I wrote a blog post about an R function to visualize an alignment matrix long time ago. I no longer use the function because the “ape” package now has a function, called “image.DNAbin”, which does exactly the same thing.

When I was analysing my SNP data, I found the image.DNAbin does not show ambiguous bases which represent heterozygous sites.

Although I can tell the function to show ambiguous letters, say, “Y” or “M”, in the image, it does not automatically assign colors to them.

If the ambiguous bases are colored by the “in-between” of two unambiguous bases, (say, if A is red and C is yellow, M=A/C is in an orangish color), the plot will be much more informative.

R has a function to generate colors between two colors, called “colorRamp”. It is an interesting function which returns a function to interpolate colors between two colors.

RY <- colorRamp(c('red', 'yellow'))
RY(seq(0, 1, 0.1))
[,1] [,2] [,3]
[1,] 255 0.0 0
[2,] 255 25.5 0
...
[10,] 255 229.5 0
[11,] 255 255.0 0

In the case above, the function “RY” returns RGB values interpolating red and yellow. You can convert these values into color codes by the “rgb” function. Using these functions, a nice color gradation is easily drawn.

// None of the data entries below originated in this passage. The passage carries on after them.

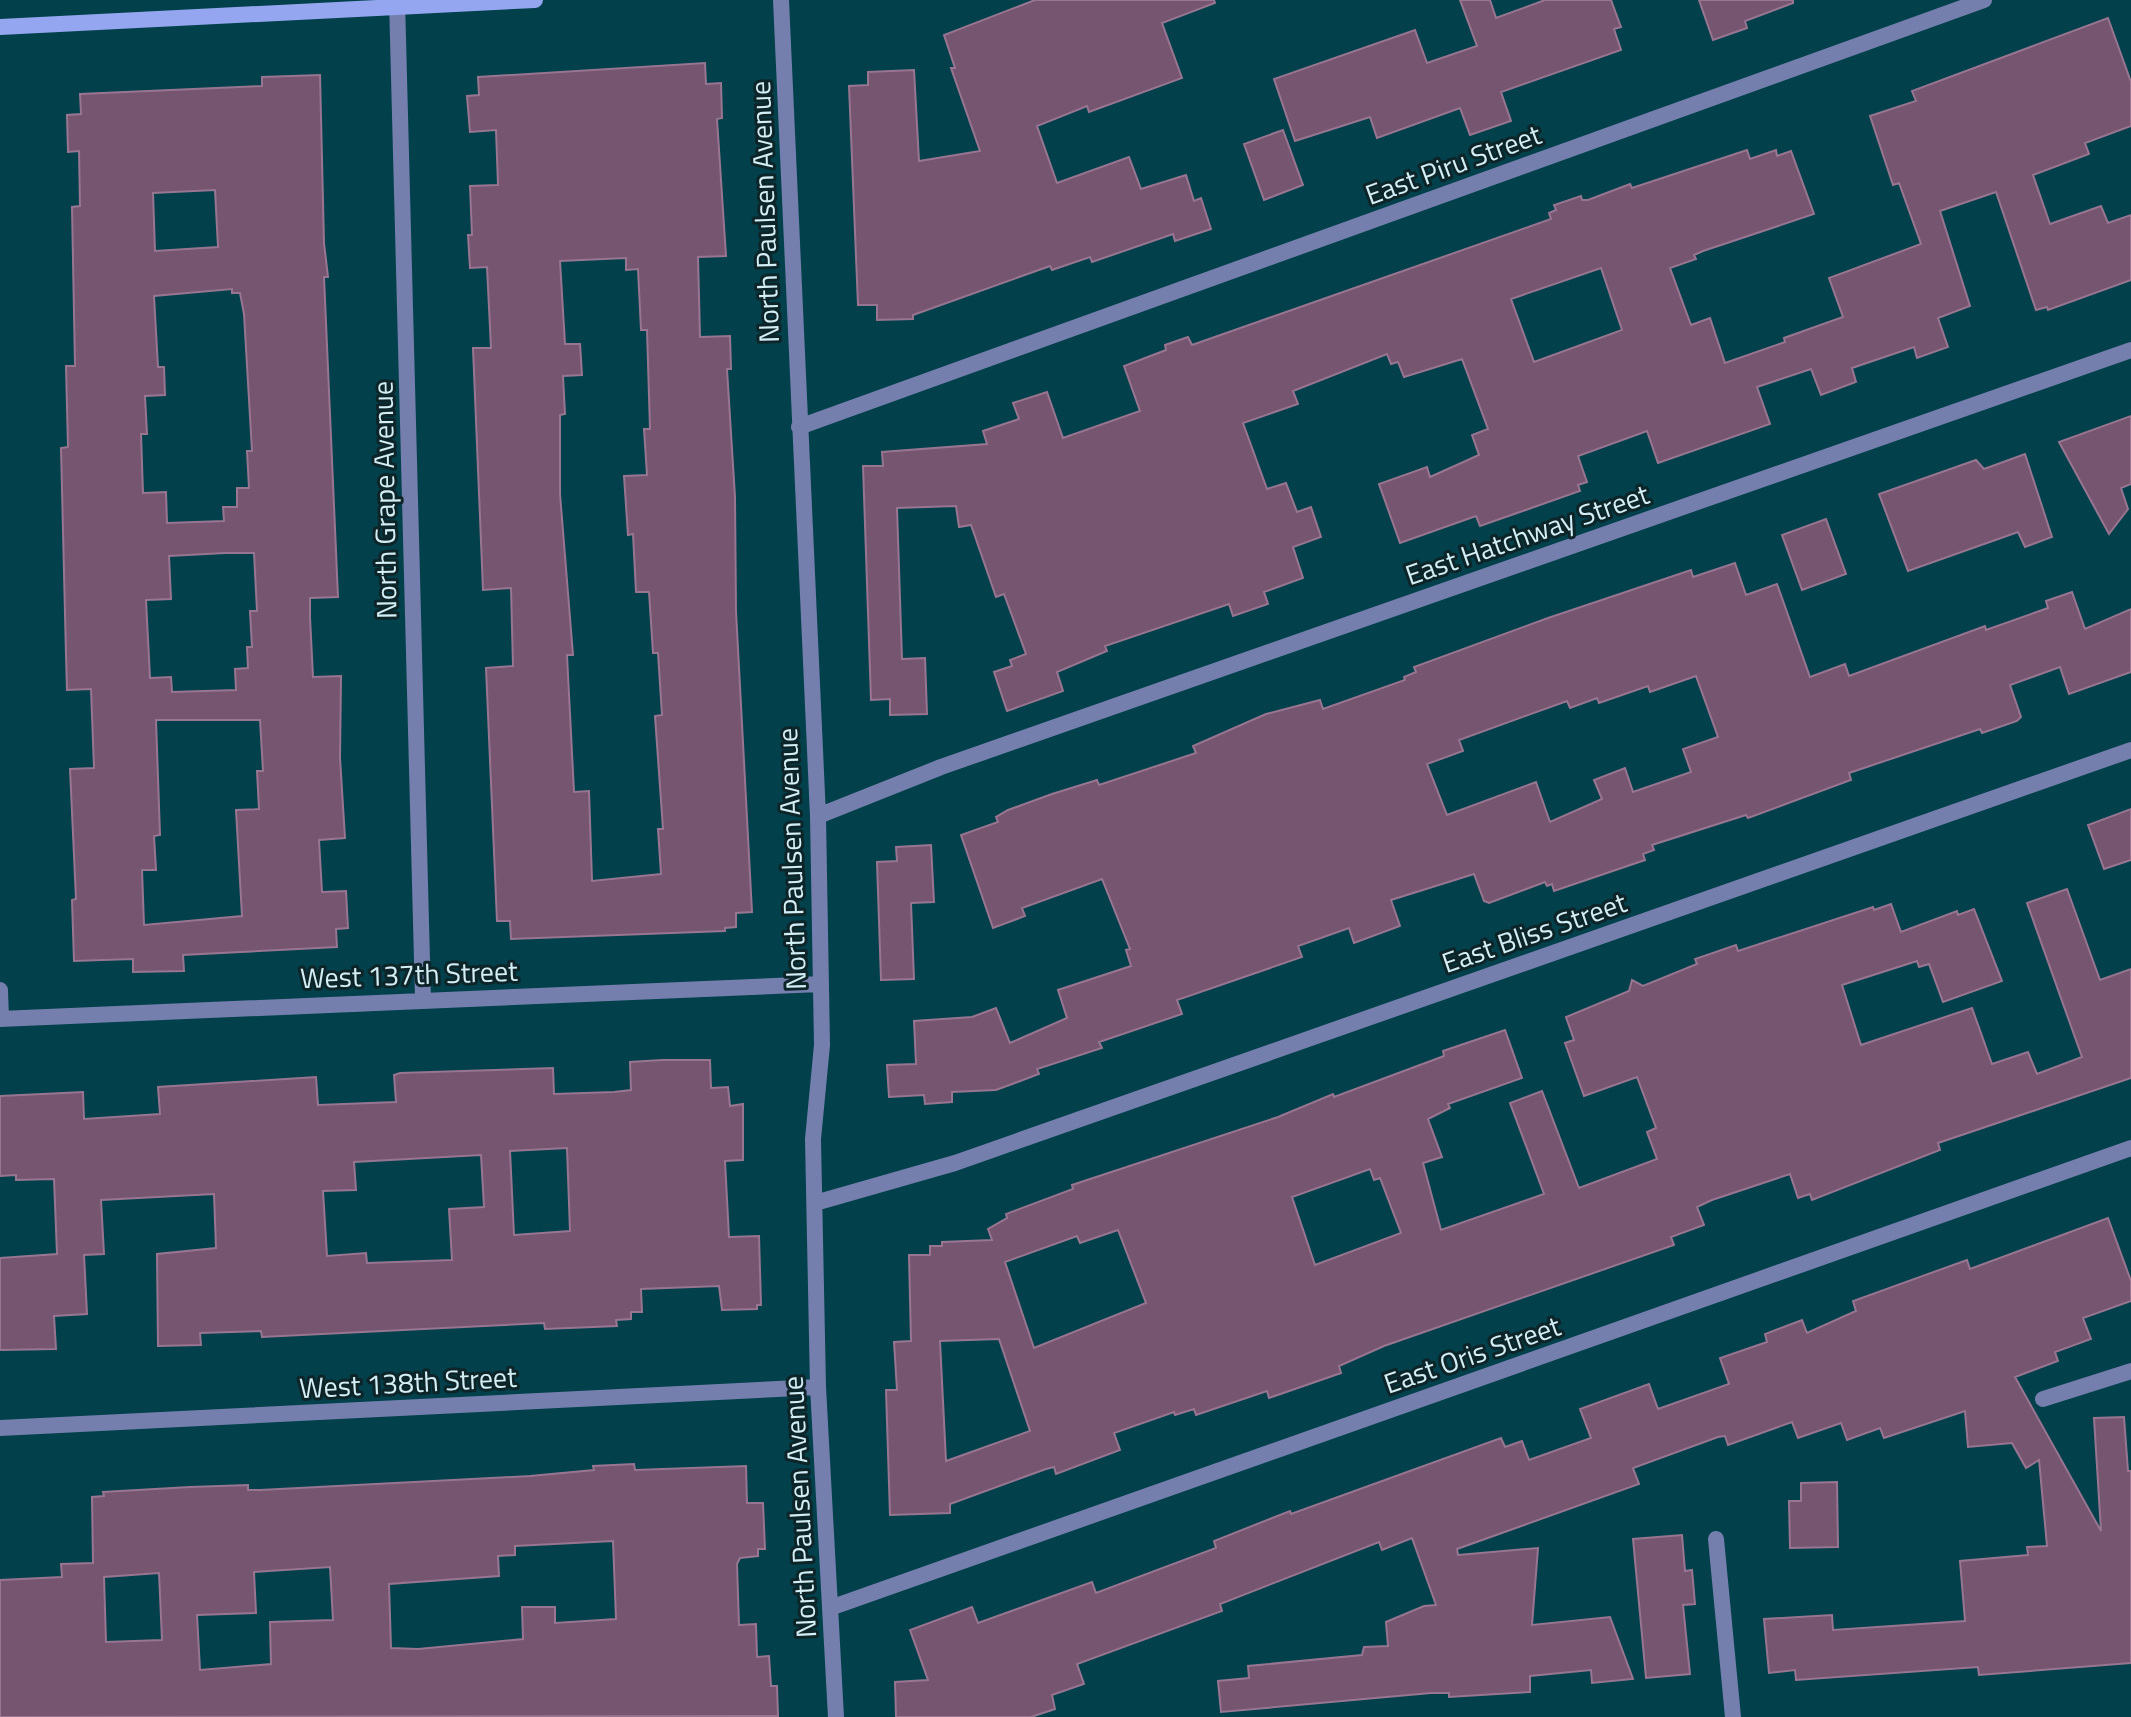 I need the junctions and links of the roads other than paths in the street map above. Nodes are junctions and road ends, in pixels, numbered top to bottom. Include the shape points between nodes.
1 (535, 0) edge
2 (781, 0) edge
3 (1984, 0) edge
4 (397, 4) edge
5 (0, 27) edge
6 (2131, 350) edge
7 (799, 427) junction
8 (2131, 750) edge
9 (818, 816) junction
10 (820, 984) junction
11 (0, 990) edge
12 (423, 999) junction
13 (0, 1019) edge
14 (2131, 1148) edge
15 (815, 1203) junction
16 (2131, 1371) edge
17 (818, 1387) junction
18 (2043, 1399) dead end
19 (0, 1428) edge
20 (1716, 1539) dead end
21 (830, 1608) junction
22 (836, 1717) edge
23 (1733, 1717) edge

1 - 4 street
2 - 7 street, North Paulsen Avenue
3 - 7 street, East Piru Street
4 - 5 street
4 - 12 street, North Grape Avenue
6 - 9 street, East Hatchway Street via 941,767
7 - 9 street, North Paulsen Avenue
8 - 15 street, East Bliss Street via 955,1163
9 - 10 street, North Paulsen Avenue
10 - 12 street, West 137th Street
10 - 15 street, North Paulsen Avenue
11 - 13 street
12 - 13 street, West 137th Street
14 - 21 street, East Oris Street
15 - 17 street, North Paulsen Avenue
16 - 18 street
17 - 19 street, West 138th Street
17 - 21 street, North Paulsen Avenue
20 - 23 street
21 - 22 street, North Paulsen Avenue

g <- rgb(colorRamp(c('darkblue', 'lightblue'))(seq(0,1, 0.1)), max=255)
barplot(1:10, col=g, border=F)

Using the “colorRamp”, I wrote a simple code to generate 6 colors for heterozygous bases from 4 colors for unambiguous bases.

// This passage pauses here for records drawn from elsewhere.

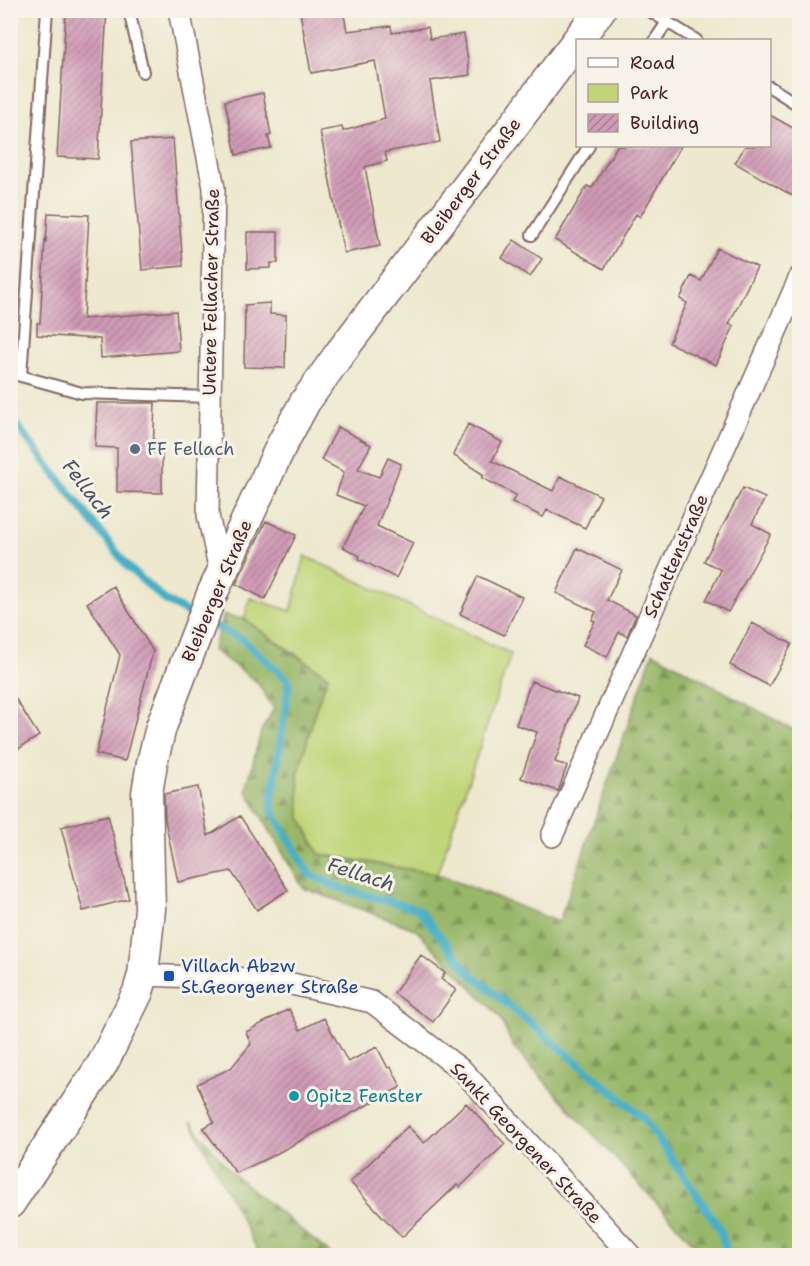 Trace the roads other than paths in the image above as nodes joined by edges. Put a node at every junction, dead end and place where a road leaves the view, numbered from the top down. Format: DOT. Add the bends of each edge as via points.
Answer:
graph roads {
  1 [pos="47,10"];
  2 [pos="129,10"];
  3 [pos="179,10"];
  4 [pos="600,10"];
  5 [pos="648,10"];
  6 [pos="667,22"];
  7 [pos="578,39"];
  8 [pos="656,39"];
  9 [pos="694,39"];
  10 [pos="576,42"];
  11 [pos="143,72"];
  12 [pos="771,88"];
  13 [pos="800,106"];
  14 [pos="588,147"];
  15 [pos="532,235"];
  16 [pos="800,277"];
  17 [pos="15,374"];
  18 [pos="210,397"];
  19 [pos="216,585"];
  20 [pos="552,836"];
  21 [pos="143,975"];
  22 [pos="13,1195"];
  23 [pos="631,1256"];
  1 -- 17 [label="lane"];
  2 -- 11 [label="lane"];
  3 -- 18 [label="street, Untere Fellacher Straße" via="214,188"];
  4 -- 7 [label="main road, Bleiberger Straße"];
  5 -- 6 [label="lane"];
  6 -- 8 [label="lane"];
  6 -- 9 [label="lane"];
  10 -- 19 [label="main road, Bleiberger Straße" via="305,402"];
  12 -- 13 [label="lane"];
  14 -- 15 [label="lane"];
  16 -- 20 [label="street, Schattenstraße"];
  17 -- 18 [label="lane" via="82,393"];
  18 -- 19 [label="street, Untere Fellacher Straße" via="208,515"];
  19 -- 21 [label="main road, Bleiberger Straße" via="161,727 152,763 147,793 150,909"];
  21 -- 22 [label="main road, Bleiberger Straße" via="103,1063"];
  21 -- 23 [label="street, Sankt Georgener Straße" via="274,980 372,1002 463,1071"];
}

image.h <- function(sq, col=c('red','yellow','green','blue')) {
bases <- c('a', 'g', 'c', 't')
dbases <- c('r', 'm', 'w', 's', 'k', 'y')
dcol <- apply(combn(col,2), 2, function(x){rgb(colorRamp(x)(0.6), max=255)})
image(sq, col=c(col, dcol, 'lightgrey', 'black'), what=c(bases, dbases, 'n', '-'))
}

The four colors, red, yellow, green and blue, are colors for A, G, C, and T respectively. The “colorRamp” function in the fifth line generates 6 colors from the combinations of the 4 colors.

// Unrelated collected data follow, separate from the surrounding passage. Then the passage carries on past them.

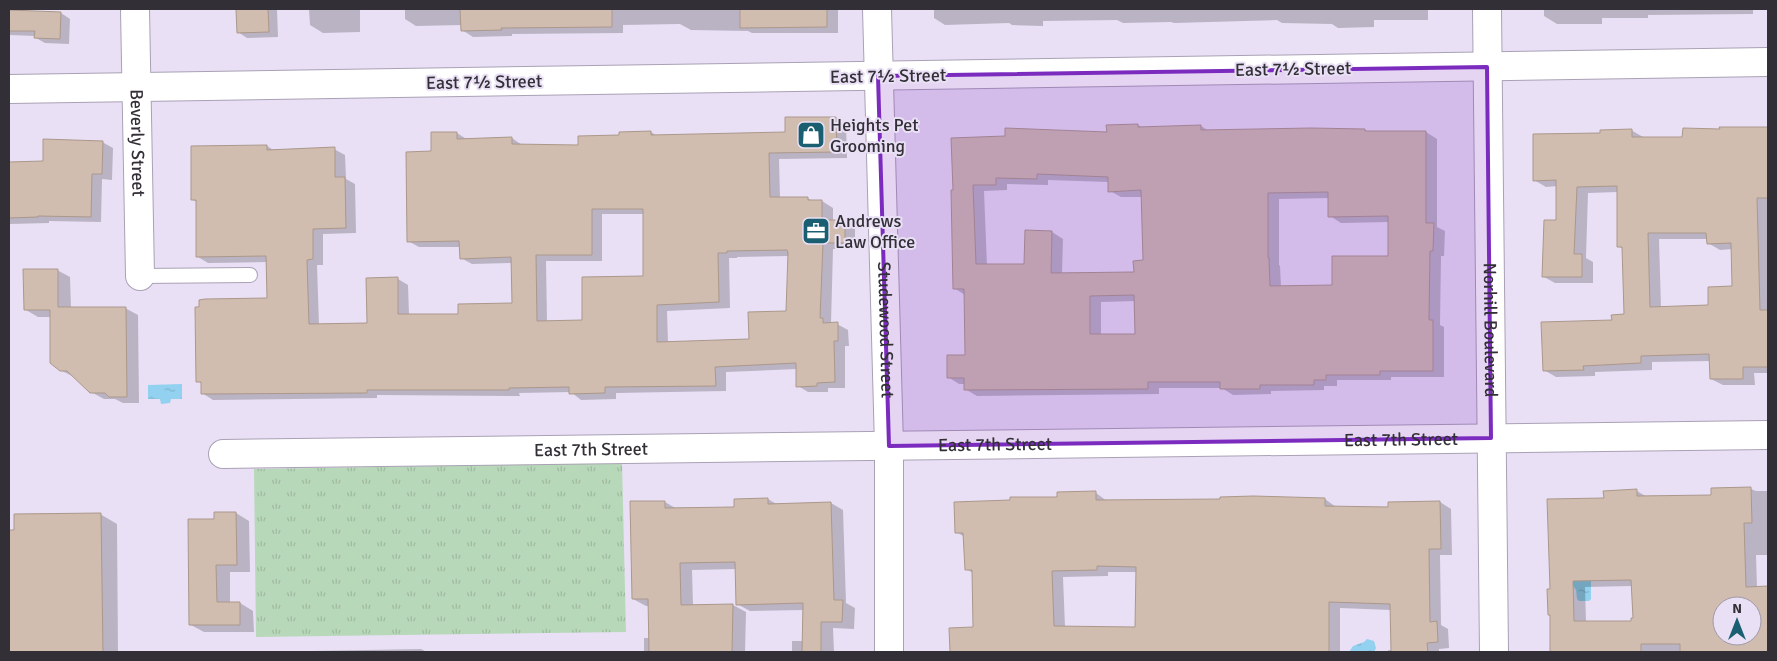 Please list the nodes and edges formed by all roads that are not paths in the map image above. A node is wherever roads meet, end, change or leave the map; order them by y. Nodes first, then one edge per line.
1 (135, 9) edge
2 (877, 9) edge
3 (1487, 9) edge
4 (1768, 62) edge
5 (1487, 67) junction
6 (878, 76) junction
7 (136, 87) junction
8 (9, 89) edge
9 (250, 275) dead end
10 (140, 276) joint
11 (1768, 435) edge
12 (1492, 438) junction
13 (890, 446) junction
14 (224, 454) dead end
15 (890, 652) edge
16 (1494, 652) edge

1 - 7 street, Beverly Street
2 - 6 street, Studewood Street
3 - 5 street, Norhill Boulevard
4 - 5 street, East 7½ Street
5 - 6 street, East 7½ Street
5 - 12 street, Norhill Boulevard
6 - 7 street, East 7½ Street
6 - 13 street, Studewood Street
7 - 8 street, East 7½ Street
7 - 10 street, Beverly Street
9 - 10 lane
11 - 12 street, East 7th Street
12 - 13 street, East 7th Street
12 - 16 street, Norhill Boulevard
13 - 14 street, East 7th Street
13 - 15 street, Studewood Street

The image drawn by the new function looks OK. The heterozygous sites are shown in reasonable colors, like orange, purple and bluish green.

However, there is one problem. The color for “K” is grey, which is the same color for “N”. This is because the colors for “G” and “T” are complementary and produce grey when they are mixed.

Is there a set of colors for AGCT which does not produce grey when they are mixed?

I guess the answer is no, at least with simple colors like red-green-blue and cyan-magenta-yellow. Because when you choose 4 colors from these basic 6 colors, at least one pair is always complementary. (If you see an RGB cube, this is obvious. You can never choose 4 vertices without including a pair of opposite ones. Black and white are not allowed.)

Interestingly, when I google color schemes for DNA bases, they often use complementary colors to show complementary bases, say, blue for A and yellow for T. I think this is an intuitive decision, but I want to avoid using the complementary colors for my function.

I found designing good color schemes for DNA bases is an interesting topic, and it looks very difficult to design schemes which are both informative and beautiful. A set of vivid, informative colors often contains complementary colors while restricting your color space to avoid using them makes the image opaque and less informative.

What I did in the script is to use 0.6, instead of 0.5 for colorRamp argument not to take the exact mid points between two colors and to avoid producing the identical greys. But, probably, there must be better approaches.